Problem details: From the listing below, pull out the lines that hold "paths".
%%
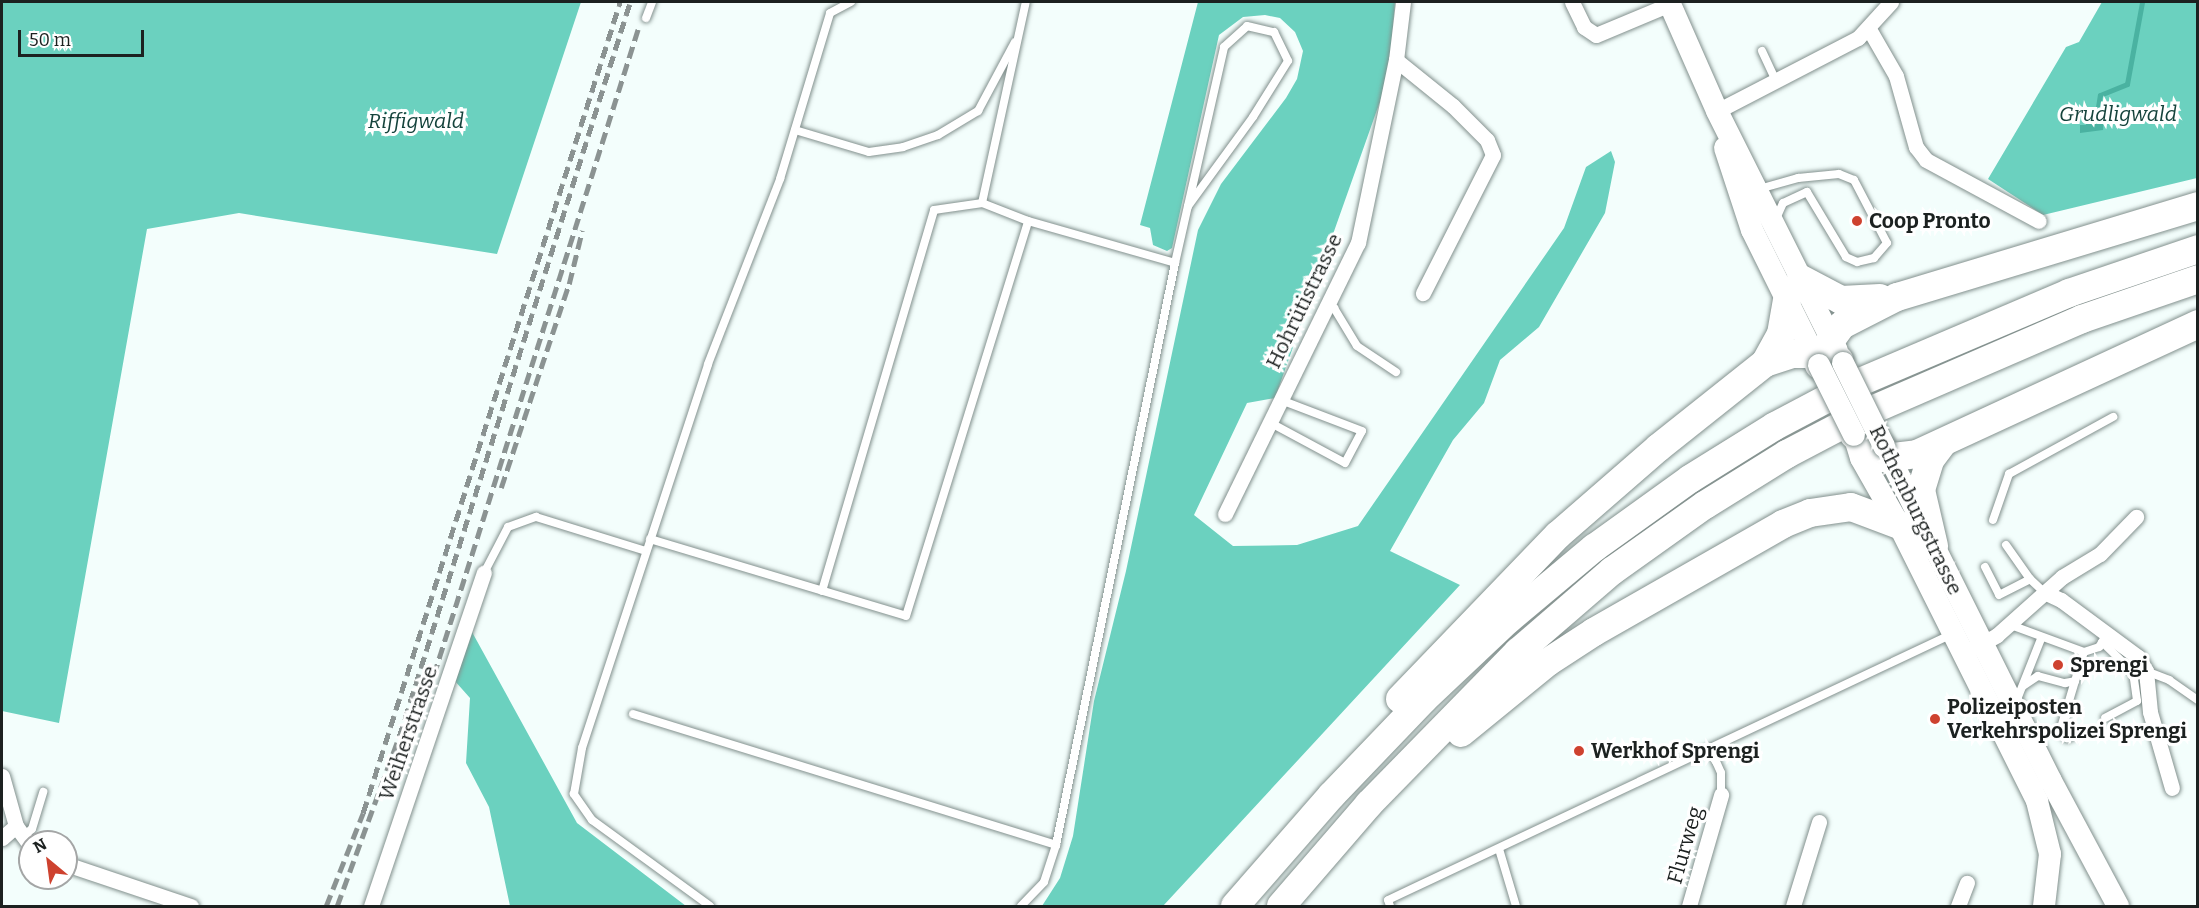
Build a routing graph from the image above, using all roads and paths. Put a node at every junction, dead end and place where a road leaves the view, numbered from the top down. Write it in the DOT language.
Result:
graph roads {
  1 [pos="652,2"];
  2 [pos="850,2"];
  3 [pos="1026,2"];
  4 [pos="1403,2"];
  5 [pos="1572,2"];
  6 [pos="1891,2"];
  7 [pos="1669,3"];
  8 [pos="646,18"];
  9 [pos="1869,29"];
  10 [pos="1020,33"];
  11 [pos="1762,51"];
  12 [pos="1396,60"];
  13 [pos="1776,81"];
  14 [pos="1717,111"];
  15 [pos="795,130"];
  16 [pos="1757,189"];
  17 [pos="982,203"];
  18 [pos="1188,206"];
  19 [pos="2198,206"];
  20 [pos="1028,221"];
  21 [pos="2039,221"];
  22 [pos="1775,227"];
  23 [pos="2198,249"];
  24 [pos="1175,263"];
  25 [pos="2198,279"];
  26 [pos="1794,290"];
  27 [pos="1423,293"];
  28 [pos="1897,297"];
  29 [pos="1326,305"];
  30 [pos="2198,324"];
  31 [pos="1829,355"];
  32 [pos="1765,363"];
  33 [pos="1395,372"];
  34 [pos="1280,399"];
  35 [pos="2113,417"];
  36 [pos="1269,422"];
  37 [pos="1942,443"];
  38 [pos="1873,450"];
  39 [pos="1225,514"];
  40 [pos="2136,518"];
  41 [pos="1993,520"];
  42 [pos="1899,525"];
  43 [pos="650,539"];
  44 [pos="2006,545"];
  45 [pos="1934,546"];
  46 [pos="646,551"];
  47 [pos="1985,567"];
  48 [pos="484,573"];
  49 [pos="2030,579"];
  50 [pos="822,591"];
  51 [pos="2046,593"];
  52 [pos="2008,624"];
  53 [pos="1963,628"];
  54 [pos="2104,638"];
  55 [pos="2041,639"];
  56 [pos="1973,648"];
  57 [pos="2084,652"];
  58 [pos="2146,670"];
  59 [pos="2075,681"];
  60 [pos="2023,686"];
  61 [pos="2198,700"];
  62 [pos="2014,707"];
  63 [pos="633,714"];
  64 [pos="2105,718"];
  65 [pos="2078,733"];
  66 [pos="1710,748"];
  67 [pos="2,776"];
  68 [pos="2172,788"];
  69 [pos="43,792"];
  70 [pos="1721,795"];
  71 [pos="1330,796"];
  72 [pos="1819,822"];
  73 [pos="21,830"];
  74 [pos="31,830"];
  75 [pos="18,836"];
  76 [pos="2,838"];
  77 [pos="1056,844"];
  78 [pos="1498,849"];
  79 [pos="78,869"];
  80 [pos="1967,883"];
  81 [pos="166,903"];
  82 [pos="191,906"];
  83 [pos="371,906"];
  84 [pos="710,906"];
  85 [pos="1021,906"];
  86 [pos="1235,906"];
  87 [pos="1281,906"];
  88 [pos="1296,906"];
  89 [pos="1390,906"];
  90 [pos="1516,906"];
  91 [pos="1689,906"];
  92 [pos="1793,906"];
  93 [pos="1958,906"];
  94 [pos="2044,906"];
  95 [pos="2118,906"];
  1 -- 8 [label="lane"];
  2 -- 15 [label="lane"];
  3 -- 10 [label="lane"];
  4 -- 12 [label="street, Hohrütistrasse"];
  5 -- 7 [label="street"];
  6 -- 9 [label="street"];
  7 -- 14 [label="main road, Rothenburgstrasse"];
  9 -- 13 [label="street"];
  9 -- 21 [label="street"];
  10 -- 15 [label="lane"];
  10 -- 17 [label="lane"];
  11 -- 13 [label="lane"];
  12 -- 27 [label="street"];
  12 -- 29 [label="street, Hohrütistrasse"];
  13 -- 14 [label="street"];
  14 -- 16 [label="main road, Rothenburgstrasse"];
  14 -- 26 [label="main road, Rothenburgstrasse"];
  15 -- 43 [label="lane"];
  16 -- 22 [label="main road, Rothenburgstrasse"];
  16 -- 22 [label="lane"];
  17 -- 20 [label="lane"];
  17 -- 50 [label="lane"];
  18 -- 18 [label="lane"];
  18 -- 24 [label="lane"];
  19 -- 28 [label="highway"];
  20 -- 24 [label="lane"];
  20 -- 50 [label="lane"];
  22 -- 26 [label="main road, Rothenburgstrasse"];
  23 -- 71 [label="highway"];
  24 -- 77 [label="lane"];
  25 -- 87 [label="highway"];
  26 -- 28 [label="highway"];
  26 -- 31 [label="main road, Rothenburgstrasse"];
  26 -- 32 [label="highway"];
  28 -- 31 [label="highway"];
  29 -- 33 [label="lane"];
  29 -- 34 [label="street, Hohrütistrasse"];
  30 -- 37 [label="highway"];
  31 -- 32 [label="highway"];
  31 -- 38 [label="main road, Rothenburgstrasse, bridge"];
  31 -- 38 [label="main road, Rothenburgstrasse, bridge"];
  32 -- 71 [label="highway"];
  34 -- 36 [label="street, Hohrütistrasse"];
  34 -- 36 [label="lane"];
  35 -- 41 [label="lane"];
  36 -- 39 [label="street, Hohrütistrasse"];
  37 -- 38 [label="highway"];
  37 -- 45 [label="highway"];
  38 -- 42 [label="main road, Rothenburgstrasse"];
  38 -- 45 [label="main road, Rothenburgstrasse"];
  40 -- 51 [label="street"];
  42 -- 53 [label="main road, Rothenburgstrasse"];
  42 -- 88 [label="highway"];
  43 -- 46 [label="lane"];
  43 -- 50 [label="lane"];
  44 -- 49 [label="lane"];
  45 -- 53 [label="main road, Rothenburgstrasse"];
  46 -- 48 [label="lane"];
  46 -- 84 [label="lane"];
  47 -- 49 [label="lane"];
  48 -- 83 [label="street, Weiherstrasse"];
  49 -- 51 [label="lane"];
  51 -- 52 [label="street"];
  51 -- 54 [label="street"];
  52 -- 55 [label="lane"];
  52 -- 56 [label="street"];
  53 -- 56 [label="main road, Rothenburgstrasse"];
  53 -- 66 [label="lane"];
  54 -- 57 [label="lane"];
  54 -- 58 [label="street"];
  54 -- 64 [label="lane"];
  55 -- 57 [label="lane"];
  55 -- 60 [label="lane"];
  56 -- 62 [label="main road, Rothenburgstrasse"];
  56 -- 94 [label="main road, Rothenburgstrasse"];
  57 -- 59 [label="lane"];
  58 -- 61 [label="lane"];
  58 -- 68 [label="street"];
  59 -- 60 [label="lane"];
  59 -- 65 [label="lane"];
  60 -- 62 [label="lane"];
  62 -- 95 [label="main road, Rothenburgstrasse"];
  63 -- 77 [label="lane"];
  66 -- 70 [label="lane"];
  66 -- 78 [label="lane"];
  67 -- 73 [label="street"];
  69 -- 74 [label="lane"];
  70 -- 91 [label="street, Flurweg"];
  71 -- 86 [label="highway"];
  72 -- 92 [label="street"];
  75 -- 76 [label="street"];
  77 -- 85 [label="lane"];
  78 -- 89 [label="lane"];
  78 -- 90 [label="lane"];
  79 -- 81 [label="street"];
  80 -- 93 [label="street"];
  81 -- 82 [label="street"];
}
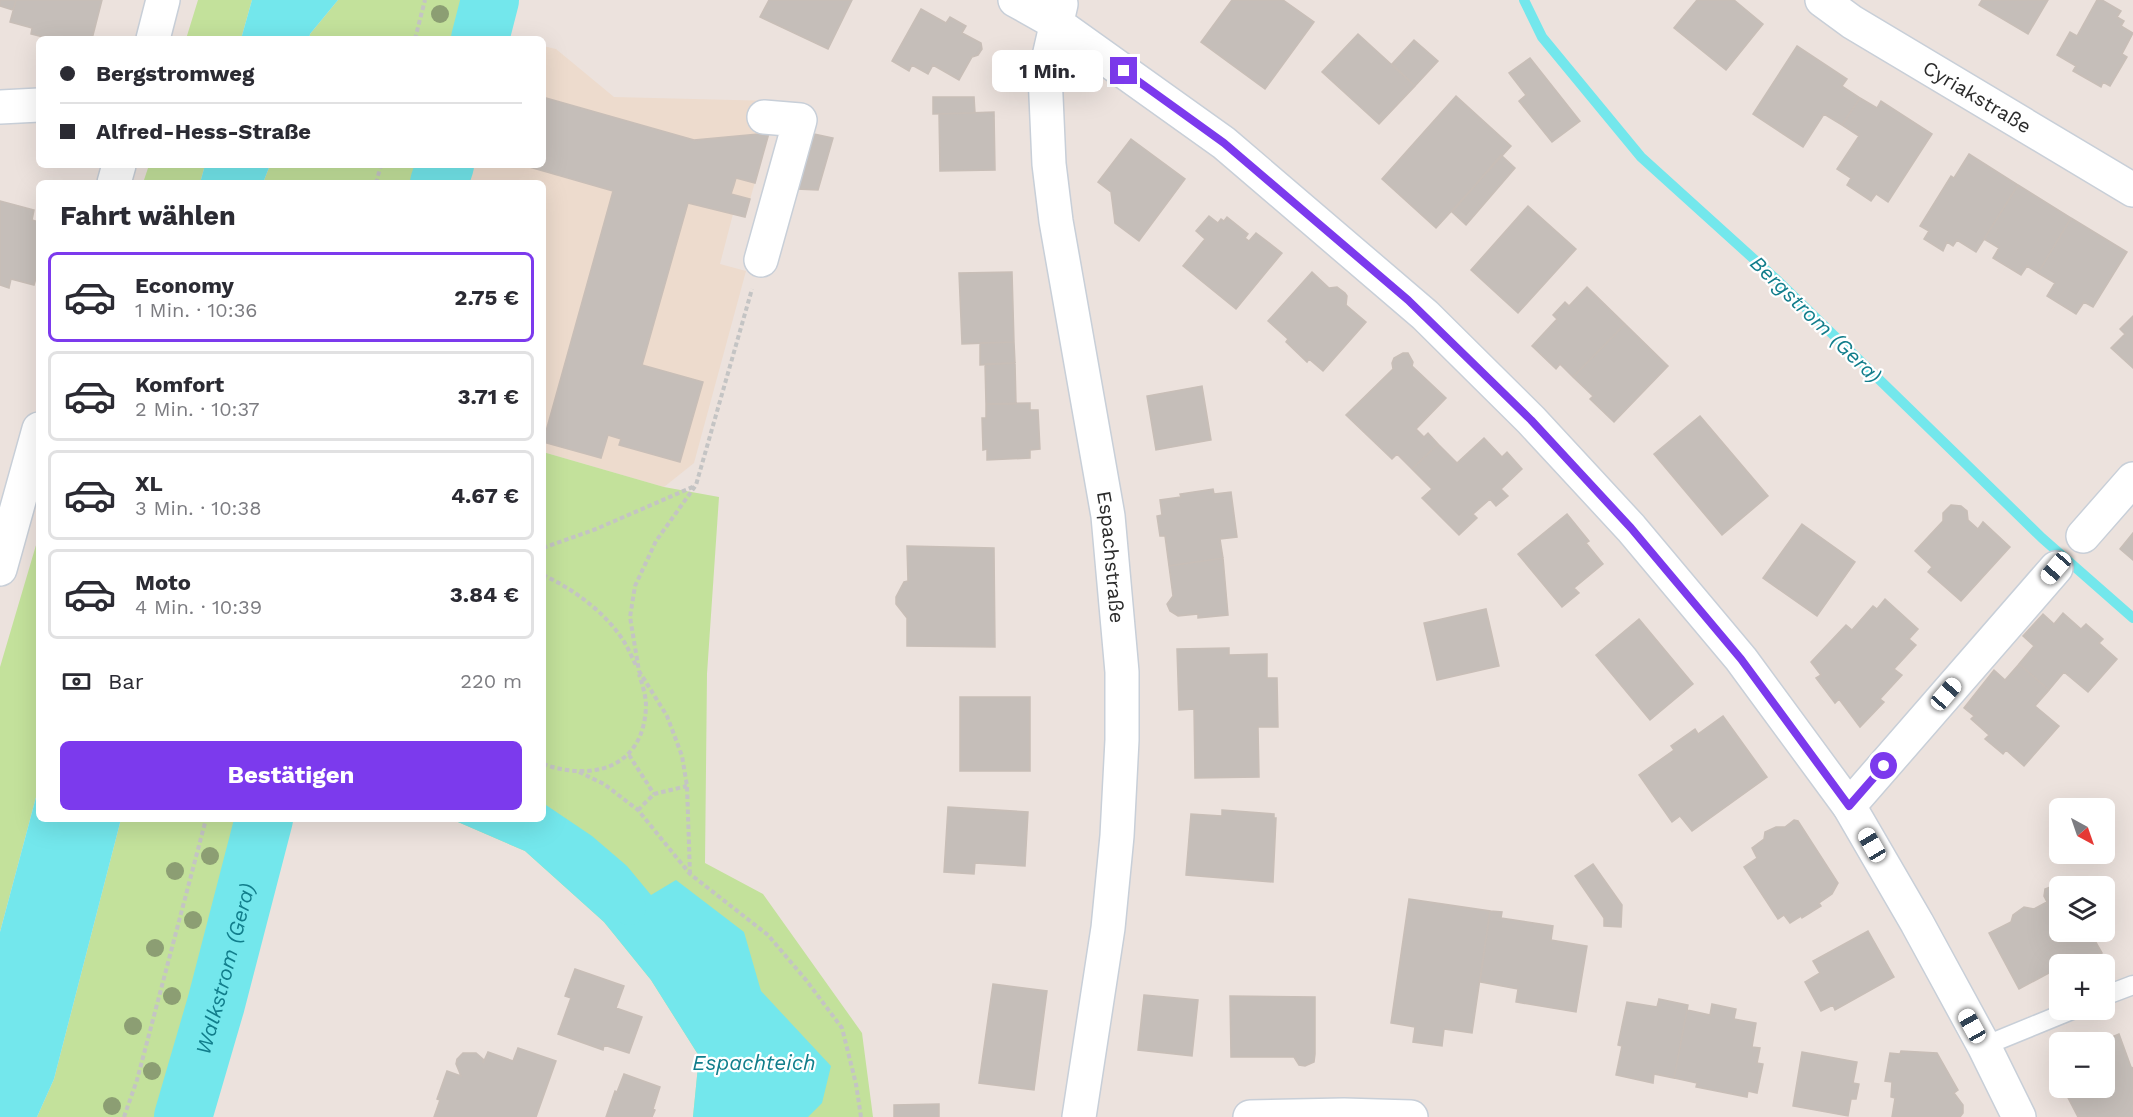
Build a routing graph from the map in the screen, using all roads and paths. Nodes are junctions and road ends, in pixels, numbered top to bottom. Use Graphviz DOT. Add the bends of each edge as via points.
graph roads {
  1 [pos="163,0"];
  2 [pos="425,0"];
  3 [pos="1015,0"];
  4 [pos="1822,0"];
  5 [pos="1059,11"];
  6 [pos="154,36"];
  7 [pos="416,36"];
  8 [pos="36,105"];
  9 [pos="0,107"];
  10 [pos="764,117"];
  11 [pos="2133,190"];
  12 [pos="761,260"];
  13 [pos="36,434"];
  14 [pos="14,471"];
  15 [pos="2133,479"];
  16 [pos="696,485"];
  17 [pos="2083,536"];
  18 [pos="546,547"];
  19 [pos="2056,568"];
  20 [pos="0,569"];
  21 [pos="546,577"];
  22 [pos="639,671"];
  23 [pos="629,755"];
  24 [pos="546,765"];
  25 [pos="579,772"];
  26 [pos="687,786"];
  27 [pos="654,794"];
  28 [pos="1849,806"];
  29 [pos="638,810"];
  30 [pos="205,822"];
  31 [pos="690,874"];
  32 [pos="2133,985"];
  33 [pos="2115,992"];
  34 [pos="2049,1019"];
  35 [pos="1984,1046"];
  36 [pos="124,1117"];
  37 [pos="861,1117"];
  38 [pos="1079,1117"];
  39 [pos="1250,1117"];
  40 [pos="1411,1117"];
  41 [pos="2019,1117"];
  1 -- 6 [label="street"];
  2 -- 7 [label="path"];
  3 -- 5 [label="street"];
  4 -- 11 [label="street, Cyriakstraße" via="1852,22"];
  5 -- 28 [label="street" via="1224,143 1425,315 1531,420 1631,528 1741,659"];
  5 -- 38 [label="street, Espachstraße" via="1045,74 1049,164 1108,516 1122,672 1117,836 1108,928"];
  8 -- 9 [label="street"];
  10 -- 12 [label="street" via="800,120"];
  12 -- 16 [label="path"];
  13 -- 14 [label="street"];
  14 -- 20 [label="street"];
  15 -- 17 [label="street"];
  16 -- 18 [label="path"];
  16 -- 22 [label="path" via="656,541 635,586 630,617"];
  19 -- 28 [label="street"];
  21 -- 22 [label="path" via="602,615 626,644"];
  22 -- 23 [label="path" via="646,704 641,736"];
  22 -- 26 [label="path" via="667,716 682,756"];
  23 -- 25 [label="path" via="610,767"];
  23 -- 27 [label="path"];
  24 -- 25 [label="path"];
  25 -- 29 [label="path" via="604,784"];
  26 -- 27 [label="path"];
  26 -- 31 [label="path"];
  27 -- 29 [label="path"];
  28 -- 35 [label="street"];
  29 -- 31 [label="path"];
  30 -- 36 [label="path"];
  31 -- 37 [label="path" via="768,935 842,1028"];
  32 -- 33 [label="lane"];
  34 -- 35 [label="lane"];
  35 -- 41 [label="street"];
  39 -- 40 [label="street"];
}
%%
Answer to the problem:
Build a routing graph from the image above, using all roads and paths. Put a node at every junction, dead end and place where a road leaves the view, numbered from the top down. Write it in the DOT language.
Build a routing graph from the map in the screen, using all roads and paths. Nodes are junctions and road ends, in pixels, numbered top to bottom. Use Graphviz DOT. Add the bends of each edge as via points.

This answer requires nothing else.